May 22, 2019 - September 1, 2019
Toulouse - Le Château d’Eau

Ten years before photography was publicly presented as a new technology, Le Château d’Eau started to filter and distribute drinkable water taken from the Garonne river through 90 public fountains of Toulouse. The iconic modernist tower was reconfigured as a photography gallery in 1974, becoming one of the first institutions worldwide devoted to photography. Images replaced water as the subject to be distributed to citizens. This exhibition explores how photography and water are being critically reevaluated and influenced by the environmental, economical, cultural and social crisis of the present times.

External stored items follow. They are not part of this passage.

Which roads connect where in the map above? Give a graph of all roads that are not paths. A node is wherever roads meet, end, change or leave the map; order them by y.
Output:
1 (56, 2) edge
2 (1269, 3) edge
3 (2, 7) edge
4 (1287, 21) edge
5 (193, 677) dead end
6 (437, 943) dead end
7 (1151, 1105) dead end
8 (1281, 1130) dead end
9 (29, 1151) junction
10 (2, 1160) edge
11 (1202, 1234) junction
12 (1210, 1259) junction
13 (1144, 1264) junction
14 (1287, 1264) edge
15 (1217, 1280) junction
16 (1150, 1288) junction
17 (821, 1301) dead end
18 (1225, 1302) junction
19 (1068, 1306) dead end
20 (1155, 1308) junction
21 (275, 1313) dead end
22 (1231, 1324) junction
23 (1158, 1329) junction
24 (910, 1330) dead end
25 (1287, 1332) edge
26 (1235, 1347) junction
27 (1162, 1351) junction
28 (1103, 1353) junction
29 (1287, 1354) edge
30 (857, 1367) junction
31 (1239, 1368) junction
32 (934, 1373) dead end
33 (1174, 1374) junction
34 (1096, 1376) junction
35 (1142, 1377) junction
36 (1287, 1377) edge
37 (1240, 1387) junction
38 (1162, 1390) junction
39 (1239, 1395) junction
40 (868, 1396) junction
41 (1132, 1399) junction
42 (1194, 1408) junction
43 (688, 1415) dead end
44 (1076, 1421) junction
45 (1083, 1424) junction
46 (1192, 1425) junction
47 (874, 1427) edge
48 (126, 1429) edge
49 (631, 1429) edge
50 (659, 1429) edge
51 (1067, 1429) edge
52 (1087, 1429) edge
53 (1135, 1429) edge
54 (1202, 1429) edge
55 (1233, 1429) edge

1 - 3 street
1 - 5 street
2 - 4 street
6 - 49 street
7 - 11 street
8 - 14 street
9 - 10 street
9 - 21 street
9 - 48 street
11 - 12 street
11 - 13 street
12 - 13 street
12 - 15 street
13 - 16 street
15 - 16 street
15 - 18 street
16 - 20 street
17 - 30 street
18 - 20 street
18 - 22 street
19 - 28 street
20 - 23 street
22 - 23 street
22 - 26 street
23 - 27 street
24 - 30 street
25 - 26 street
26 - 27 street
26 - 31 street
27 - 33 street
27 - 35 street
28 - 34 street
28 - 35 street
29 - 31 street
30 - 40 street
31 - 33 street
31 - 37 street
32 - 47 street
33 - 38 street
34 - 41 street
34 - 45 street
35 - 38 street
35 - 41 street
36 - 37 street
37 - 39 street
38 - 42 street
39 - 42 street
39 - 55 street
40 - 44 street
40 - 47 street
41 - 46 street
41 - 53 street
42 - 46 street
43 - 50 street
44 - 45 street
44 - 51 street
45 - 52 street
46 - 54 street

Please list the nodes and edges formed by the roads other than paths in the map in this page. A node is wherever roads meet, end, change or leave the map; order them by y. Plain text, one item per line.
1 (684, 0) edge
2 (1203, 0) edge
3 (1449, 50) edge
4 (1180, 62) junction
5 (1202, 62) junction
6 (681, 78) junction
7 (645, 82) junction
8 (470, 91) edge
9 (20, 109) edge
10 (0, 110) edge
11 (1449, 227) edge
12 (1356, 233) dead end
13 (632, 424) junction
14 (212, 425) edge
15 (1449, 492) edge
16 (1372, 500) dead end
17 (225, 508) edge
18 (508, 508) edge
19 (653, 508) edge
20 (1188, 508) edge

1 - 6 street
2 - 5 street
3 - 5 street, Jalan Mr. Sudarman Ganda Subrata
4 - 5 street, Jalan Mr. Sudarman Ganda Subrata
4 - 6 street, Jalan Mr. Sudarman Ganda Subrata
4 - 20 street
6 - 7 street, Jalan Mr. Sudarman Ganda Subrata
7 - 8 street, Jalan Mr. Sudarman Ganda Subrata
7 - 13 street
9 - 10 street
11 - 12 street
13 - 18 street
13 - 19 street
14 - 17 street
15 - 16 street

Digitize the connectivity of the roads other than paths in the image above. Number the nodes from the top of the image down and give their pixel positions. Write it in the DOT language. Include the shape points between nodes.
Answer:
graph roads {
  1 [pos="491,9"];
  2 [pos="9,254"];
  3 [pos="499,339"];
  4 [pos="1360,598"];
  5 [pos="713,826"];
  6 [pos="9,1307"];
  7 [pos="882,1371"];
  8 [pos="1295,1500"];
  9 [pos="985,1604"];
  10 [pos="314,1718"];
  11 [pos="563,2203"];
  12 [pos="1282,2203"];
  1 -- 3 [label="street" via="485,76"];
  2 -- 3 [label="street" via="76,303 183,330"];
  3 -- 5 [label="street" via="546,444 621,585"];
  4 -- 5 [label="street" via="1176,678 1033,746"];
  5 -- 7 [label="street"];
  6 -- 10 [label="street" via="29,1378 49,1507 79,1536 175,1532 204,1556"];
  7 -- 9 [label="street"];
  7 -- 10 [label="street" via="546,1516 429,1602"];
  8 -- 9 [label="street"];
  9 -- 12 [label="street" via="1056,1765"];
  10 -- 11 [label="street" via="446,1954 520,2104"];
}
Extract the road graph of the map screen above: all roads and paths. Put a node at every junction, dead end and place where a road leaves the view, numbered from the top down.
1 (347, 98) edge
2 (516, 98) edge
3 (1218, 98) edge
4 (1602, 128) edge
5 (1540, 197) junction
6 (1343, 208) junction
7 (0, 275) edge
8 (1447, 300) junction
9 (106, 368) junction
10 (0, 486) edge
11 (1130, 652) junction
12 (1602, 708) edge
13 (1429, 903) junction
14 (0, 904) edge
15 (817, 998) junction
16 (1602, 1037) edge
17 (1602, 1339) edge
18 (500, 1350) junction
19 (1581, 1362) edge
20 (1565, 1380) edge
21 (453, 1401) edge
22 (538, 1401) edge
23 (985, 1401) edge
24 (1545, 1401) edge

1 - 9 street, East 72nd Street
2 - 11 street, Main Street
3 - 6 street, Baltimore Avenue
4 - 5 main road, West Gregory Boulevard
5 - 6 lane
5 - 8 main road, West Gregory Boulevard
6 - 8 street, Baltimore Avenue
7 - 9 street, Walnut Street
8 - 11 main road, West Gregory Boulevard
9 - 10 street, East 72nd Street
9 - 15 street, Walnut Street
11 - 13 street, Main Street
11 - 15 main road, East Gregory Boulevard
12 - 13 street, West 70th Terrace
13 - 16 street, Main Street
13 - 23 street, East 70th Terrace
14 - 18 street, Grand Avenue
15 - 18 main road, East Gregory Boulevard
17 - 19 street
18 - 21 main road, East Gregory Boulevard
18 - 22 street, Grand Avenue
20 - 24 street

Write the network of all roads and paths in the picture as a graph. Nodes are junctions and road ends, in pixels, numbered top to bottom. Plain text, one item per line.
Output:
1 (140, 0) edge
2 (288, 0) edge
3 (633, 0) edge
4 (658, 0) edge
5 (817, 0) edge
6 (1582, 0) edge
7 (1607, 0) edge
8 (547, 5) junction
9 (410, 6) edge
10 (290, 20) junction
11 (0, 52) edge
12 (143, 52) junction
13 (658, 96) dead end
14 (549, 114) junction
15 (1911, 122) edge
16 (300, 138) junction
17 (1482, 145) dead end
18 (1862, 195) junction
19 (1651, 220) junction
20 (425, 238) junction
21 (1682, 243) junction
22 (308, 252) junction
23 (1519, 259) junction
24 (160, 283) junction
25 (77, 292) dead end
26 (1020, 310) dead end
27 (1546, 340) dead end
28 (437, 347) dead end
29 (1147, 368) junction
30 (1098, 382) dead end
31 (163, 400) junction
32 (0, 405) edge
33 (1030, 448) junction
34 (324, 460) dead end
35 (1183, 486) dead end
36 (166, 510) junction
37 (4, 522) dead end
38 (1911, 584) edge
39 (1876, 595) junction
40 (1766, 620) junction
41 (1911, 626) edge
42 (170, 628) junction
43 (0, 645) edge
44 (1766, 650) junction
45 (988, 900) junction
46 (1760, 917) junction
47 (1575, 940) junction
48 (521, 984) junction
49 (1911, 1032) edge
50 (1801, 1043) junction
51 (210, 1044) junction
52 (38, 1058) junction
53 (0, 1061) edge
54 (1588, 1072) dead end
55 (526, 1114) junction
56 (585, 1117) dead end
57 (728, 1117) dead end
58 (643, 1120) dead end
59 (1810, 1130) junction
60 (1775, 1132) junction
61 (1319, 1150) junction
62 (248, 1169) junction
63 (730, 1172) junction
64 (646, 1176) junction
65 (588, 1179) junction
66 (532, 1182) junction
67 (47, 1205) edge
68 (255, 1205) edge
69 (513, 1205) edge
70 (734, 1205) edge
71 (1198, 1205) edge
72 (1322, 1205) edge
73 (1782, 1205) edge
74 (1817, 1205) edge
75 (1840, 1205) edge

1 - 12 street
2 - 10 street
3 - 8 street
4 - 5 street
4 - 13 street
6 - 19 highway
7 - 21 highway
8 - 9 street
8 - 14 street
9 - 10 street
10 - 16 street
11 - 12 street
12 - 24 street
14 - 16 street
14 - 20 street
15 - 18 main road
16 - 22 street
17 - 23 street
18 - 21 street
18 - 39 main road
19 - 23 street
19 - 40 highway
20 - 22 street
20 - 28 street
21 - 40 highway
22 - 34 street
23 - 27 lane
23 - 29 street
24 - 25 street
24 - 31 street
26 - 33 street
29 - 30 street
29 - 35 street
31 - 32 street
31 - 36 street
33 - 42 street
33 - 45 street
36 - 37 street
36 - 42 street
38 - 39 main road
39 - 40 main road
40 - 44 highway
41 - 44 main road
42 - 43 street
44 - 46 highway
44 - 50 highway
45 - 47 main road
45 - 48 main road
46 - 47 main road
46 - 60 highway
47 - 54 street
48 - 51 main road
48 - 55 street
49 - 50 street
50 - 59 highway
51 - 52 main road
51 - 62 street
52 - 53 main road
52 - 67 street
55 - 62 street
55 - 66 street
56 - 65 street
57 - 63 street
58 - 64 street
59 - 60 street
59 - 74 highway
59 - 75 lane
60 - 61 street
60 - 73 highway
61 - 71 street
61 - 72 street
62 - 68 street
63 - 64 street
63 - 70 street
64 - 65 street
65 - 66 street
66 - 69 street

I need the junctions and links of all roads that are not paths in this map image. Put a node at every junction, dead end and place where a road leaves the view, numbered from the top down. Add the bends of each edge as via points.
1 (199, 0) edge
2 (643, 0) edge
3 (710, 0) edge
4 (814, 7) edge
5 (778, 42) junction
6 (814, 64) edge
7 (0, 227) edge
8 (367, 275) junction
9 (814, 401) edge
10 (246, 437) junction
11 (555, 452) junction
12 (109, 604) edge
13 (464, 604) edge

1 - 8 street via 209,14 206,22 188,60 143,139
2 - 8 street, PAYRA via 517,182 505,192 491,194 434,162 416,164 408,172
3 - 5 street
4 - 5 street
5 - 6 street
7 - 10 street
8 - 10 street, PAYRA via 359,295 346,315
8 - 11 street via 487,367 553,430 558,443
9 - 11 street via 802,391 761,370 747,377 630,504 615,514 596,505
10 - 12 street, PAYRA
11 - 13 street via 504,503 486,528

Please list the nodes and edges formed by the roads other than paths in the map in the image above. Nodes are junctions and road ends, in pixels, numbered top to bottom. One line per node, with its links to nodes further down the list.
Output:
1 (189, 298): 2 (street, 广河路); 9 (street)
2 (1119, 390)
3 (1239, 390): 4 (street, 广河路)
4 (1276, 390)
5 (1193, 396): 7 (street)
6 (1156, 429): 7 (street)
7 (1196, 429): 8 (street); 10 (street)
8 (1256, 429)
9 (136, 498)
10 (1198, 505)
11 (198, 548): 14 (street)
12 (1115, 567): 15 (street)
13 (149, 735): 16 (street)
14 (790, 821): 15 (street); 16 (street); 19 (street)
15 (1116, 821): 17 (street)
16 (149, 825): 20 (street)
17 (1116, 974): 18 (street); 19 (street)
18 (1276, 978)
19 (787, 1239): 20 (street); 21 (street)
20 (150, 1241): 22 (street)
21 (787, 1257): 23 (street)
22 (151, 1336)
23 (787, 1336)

Water has been recognised as the origin of all life by mythology, economics and science. Religious rituals and scientific methodologies turn to liquid as a symbol of purity and an essential matter for the development of all things living. The ocean was the last known border of the colonial western countries; even today the deep-sea remains largely unexplored. In recent years, however, issues surrounding water and the sea have dramatically shifted. New generations grow up with polluted waters that threaten to overflow. Extractivist methods rob rivers, seas and oceans of their biodiversity and international waters are crossed daily by migrants risking their lives in the search of a better situation. Growing problems surrounding access to drinking water forced the recognition of water as a human right in 2010.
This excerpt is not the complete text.